“I need to think about this. Obviously, the two of you have been planning…considering…” Kelsey waved her hands in the air almost, Matthew thought, as if she was trying to grasp something to hang on to.
Matthew stilled her hands with both of his. “No, Kelsey. We’ve been hoping, mostly.” He could have told her that in the last couple of months, as they’d talked from time to time, gotten to know her better, they both understood her resolve not to get involved romantically. She’d turned both him and Steven down when they’d each, in turn, asked her out on a date.
However, in the last few weeks especially, they’d each noticed a change in her reaction to them.
“I close up at ten tonight. You can pick me up then. We can go someplace and talk about this.”
“We can go to the ranch.” Steven exhaled and looked at Matt. “We’ll take you to the ranch.”
Before either he or his brother could say another word, Kelsey stepped around them and exited the museum.
Matthew looked at Steven. His brother’s brow furrowed, and he rocked back on his heels.
“Holy hell,” Steven said, his tone just above a whisper. “She still doesn’t get it.”
“It took her a few months of living here before she ever became aware of either one of us as men.” Matthew continued to look at the door where Kelsey had just exited. “After what she’s been through, I suppose it shouldn’t surprise either one of us she would think we only want sex.”
“You’re right. We knew this wasn’t going to be easy, but that’s okay. She’s the woman we love, so we’ll do what it takes. So now what do we do?” Steven asked.
Matthew grinned. “She’s so responsive to us both. We’ve both seen it in her eyes when we’ve talked with her. We’ll know when we see her tonight if she’s leaning toward us. If she is then there’s really only one thing we can do. We seduce her into our bed. Then we fuck her brains out and get her body so addicted to ours that her heart has no choice but to join in.”
“Okay, that sounds like a pretty good plan.”
Matthew thought it did, too. He just hoped to hell it worked.
Chapter 2
Oh my God, I can’t believe I just did that.
Kelsey kept her pace brisk as she covered the distance between the Lusty Historical Society Museum and her restaurant. She didn’t think the men would follow her, not now when she’d agreed to think about what they apparently wanted.
She put on her business smile as she entered her domain, nodded to the patrons who looked up and gave her a wave or a howdy, but kept her demeanor all business. She didn’t want to talk to anyone right now. A fine tremor worked its way up from her belly, spreading out to her limbs. She headed straight to her small office, closed and locked the door behind her, then slid, nearly boneless, into her chair.
“Oh, damn. Oh, damn.” Her face flamed, and she covered it with both hands. Nothing to do but to wait out the shakes and the blush. Inhaling deeply, Kelsey closed her eyes, leaned back in her chair, and focused on relaxing her jittery body.
Not a panic attack. No, what she felt at the moment wasn’t one of those. Relief washed through her. She’d not had a panic attack in the last year but had experienced them often enough just after the shooting that she’d come to dread them.
Her eyes opened, and she her gaze roam around her small office. This was her dream come true, a restaurant of her own, and while she didn’t own the building, she owned the business, and the menu, and the essence of it.
Business had been brisk since opening day. While Kelsey had braced herself for the possibility of failure, three out of five new businesses did that in the first two years, in her heart she knew her business would continue to grow and prosper.

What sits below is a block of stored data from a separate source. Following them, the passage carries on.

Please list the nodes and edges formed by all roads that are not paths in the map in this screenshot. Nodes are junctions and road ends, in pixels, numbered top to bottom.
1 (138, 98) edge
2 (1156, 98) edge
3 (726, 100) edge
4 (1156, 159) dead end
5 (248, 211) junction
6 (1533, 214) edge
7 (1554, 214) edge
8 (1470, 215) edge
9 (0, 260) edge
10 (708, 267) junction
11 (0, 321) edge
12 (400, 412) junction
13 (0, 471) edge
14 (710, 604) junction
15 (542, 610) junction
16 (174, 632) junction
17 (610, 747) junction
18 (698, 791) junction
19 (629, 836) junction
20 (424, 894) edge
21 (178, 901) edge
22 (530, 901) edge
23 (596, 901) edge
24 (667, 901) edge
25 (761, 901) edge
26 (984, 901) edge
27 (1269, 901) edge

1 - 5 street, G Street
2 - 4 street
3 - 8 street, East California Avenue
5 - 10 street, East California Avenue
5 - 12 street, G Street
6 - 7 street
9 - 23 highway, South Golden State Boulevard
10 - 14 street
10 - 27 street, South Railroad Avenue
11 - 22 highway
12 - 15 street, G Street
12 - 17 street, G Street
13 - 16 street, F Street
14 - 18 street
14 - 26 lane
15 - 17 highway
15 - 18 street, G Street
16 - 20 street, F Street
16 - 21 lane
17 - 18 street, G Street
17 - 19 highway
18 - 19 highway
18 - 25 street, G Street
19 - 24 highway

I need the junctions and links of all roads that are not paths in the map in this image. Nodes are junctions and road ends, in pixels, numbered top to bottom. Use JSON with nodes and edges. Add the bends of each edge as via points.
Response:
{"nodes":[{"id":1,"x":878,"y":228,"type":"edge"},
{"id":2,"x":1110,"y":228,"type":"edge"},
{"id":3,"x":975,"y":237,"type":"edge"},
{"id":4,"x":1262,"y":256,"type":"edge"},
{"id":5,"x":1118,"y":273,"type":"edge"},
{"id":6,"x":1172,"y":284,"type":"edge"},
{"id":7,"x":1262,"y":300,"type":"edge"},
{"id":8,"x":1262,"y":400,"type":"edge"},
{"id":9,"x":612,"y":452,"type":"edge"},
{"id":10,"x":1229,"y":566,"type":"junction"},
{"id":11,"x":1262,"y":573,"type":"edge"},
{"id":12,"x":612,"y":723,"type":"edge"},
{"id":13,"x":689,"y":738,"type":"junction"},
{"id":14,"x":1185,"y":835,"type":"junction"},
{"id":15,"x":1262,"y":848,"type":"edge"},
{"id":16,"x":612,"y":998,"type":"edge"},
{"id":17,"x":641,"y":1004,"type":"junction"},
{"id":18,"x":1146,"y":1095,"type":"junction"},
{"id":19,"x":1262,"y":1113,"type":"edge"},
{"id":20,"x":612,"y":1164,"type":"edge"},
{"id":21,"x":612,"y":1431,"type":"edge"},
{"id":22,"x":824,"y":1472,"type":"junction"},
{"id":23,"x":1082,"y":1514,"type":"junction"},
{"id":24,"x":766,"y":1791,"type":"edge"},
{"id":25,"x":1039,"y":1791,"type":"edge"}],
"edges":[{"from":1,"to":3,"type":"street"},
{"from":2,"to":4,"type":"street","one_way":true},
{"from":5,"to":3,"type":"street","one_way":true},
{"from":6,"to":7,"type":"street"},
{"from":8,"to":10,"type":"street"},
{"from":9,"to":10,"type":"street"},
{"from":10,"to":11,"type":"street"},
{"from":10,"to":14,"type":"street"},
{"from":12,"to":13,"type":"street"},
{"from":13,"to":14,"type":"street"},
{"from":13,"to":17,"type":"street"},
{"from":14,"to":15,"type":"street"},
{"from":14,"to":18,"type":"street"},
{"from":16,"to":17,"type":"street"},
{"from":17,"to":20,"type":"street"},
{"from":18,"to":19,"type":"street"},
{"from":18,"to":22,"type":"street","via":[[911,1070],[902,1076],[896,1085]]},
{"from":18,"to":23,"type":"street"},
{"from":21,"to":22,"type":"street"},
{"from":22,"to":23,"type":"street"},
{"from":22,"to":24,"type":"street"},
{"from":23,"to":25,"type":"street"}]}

Her eyes landed on the framed newspaper article on her wall. When the food editor of the Waco Tribune-Herald had contacted her last month, of course she’d said yes to the interview and the feature. What restaurateur wouldn’t? It had never occurred to her the reporter would mention her personal tragedy of years before. She’d cringed, reading that part of it. So far, though, the responses she’d gotten from that article had been positive. Lusty Appetites had experienced an influx of business from the larger city. People, it seemed, didn’t mind driving more than an hour to enjoy her food. She knew they did enjoy it because she’d developed a clientele from Waco and surrounding area. Her business was growing? Hell, at the moment, it was thriving.
Just as she, personally, had begun to thrive. She’d stopped believing herself capable of personal happiness in the aftermath of the shooting. In those dark first days after watching the horror unfold before her, she’d been tempted to end her own life.